BEGIN Source material
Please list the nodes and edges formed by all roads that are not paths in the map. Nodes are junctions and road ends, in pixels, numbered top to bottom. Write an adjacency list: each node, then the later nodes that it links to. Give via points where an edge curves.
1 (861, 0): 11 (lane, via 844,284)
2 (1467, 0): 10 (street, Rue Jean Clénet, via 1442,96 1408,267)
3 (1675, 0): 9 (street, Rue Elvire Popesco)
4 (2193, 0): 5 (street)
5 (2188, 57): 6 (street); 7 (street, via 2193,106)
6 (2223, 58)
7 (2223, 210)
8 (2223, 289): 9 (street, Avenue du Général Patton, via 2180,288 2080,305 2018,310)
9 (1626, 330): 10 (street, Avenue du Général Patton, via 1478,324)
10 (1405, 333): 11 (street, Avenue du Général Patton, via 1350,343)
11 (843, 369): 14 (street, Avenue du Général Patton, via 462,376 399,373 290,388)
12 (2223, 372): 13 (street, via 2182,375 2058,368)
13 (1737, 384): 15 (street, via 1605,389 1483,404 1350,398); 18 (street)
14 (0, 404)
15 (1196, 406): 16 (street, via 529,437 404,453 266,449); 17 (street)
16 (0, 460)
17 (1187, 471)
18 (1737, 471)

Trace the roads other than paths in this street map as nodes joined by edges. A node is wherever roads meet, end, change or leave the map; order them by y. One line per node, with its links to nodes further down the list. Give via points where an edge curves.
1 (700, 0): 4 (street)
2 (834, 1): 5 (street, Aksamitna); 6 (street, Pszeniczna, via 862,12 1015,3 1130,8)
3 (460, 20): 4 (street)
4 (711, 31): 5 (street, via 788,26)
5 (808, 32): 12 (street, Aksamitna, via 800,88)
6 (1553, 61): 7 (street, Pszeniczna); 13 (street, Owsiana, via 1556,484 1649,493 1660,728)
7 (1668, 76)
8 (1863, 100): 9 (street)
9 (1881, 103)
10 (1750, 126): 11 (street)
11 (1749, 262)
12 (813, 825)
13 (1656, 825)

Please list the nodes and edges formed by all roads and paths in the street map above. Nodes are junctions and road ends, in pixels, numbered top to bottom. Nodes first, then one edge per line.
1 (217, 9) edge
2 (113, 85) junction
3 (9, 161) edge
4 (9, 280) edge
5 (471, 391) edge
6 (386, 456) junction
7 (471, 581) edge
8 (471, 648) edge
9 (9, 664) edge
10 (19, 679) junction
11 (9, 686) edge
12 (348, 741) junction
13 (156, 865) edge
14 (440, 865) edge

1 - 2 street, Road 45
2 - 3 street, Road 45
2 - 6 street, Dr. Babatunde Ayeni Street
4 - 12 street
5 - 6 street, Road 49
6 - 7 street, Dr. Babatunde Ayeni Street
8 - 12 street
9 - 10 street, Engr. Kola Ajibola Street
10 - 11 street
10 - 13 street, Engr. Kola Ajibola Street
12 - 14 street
END Source material
About this task
In full and exactly as written, the listing is to be copied again.

Exercise solution
Please list the nodes and edges formed by all roads that are not paths in the map. Nodes are junctions and road ends, in pixels, numbered top to bottom. Write an adjacency list: each node, then the later nodes that it links to. Give via points where an edge curves.
1 (861, 0): 11 (lane, via 844,284)
2 (1467, 0): 10 (street, Rue Jean Clénet, via 1442,96 1408,267)
3 (1675, 0): 9 (street, Rue Elvire Popesco)
4 (2193, 0): 5 (street)
5 (2188, 57): 6 (street); 7 (street, via 2193,106)
6 (2223, 58)
7 (2223, 210)
8 (2223, 289): 9 (street, Avenue du Général Patton, via 2180,288 2080,305 2018,310)
9 (1626, 330): 10 (street, Avenue du Général Patton, via 1478,324)
10 (1405, 333): 11 (street, Avenue du Général Patton, via 1350,343)
11 (843, 369): 14 (street, Avenue du Général Patton, via 462,376 399,373 290,388)
12 (2223, 372): 13 (street, via 2182,375 2058,368)
13 (1737, 384): 15 (street, via 1605,389 1483,404 1350,398); 18 (street)
14 (0, 404)
15 (1196, 406): 16 (street, via 529,437 404,453 266,449); 17 (street)
16 (0, 460)
17 (1187, 471)
18 (1737, 471)

Trace the roads other than paths in this street map as nodes joined by edges. A node is wherever roads meet, end, change or leave the map; order them by y. One line per node, with its links to nodes further down the list. Give via points where an edge curves.
1 (700, 0): 4 (street)
2 (834, 1): 5 (street, Aksamitna); 6 (street, Pszeniczna, via 862,12 1015,3 1130,8)
3 (460, 20): 4 (street)
4 (711, 31): 5 (street, via 788,26)
5 (808, 32): 12 (street, Aksamitna, via 800,88)
6 (1553, 61): 7 (street, Pszeniczna); 13 (street, Owsiana, via 1556,484 1649,493 1660,728)
7 (1668, 76)
8 (1863, 100): 9 (street)
9 (1881, 103)
10 (1750, 126): 11 (street)
11 (1749, 262)
12 (813, 825)
13 (1656, 825)

Please list the nodes and edges formed by all roads and paths in the street map above. Nodes are junctions and road ends, in pixels, numbered top to bottom. Nodes first, then one edge per line.
1 (217, 9) edge
2 (113, 85) junction
3 (9, 161) edge
4 (9, 280) edge
5 (471, 391) edge
6 (386, 456) junction
7 (471, 581) edge
8 (471, 648) edge
9 (9, 664) edge
10 (19, 679) junction
11 (9, 686) edge
12 (348, 741) junction
13 (156, 865) edge
14 (440, 865) edge

1 - 2 street, Road 45
2 - 3 street, Road 45
2 - 6 street, Dr. Babatunde Ayeni Street
4 - 12 street
5 - 6 street, Road 49
6 - 7 street, Dr. Babatunde Ayeni Street
8 - 12 street
9 - 10 street, Engr. Kola Ajibola Street
10 - 11 street
10 - 13 street, Engr. Kola Ajibola Street
12 - 14 street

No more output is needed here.